RemoteTransportException[[Taurus][10.36.20.151:9300][indices:data/write/bulk[s]]]; nested: RemoteTransportException[[Taurus][10.36.20.151:9300][indices:data/write/bulk[s][p]]]; nested: EsRejectedExecutionException[rejected execution of org.elasticsearch.transport.TransportService$4@2677a163 on EsThreadPoolExecutor[bulk, queue capacity = 50, org.elasticsearch.common.util.concurrent.EsThreadPoolExecutor@239894fc[Running, pool size = 8, active threads = 8, queued tasks = 54, completed tasks = 568556]]];

I have few concerns when these issues happens however:

  1. Are we actually losing data/logs when we receive these indexing failure messages? or will it retry until it’s successful?
  2. I observed this issue happening after modifying the following setting from the default values:
    output_batch_size = 3000
    processbuffer_processors = 8
    outputbuffer_processors = 5
    Would further increasing outputbuffer_processors to 8 perhaps help mitigate the failures on cycling events?

Thanks

Check that the Elasticsearch cluster has enough nodes and memory in the nodes.

You have to find out why tasks in Elasticsearch are piling up and fix this issue.

Just to explain:

you connect with 5 processors per graylog server every second to elasticsearch to push up to 3000 messages into the cluster. during the index cycle the elasticsearch cluster is not able to keep that pace.

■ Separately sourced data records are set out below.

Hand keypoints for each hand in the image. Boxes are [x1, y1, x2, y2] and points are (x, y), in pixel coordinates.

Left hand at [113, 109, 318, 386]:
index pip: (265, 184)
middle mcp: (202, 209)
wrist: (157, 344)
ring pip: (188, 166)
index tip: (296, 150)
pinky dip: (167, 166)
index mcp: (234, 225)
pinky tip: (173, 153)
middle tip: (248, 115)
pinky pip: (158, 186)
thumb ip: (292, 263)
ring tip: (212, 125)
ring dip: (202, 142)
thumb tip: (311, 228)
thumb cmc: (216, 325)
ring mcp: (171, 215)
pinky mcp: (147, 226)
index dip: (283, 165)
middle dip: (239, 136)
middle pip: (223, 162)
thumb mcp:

raising the output buffer would make it even more worse, because more worker connect to elasticsearch. Did you modify the resent_interval in elasticsearch?

Hello Jan,

Sorry for getting back to you quite late.
Are you referring to index.refresh_interval in elasticasearch? we have not modified it.

Do you have any recommendations on tuning this setting?

Thanks a lot!

Update:

I have reduced the amount of output_buffer processors from 5 to 3.
The index cycle for this day has no data/write/bulk “Indexing Failures” :smiley:

I’ll observe for a couple more days.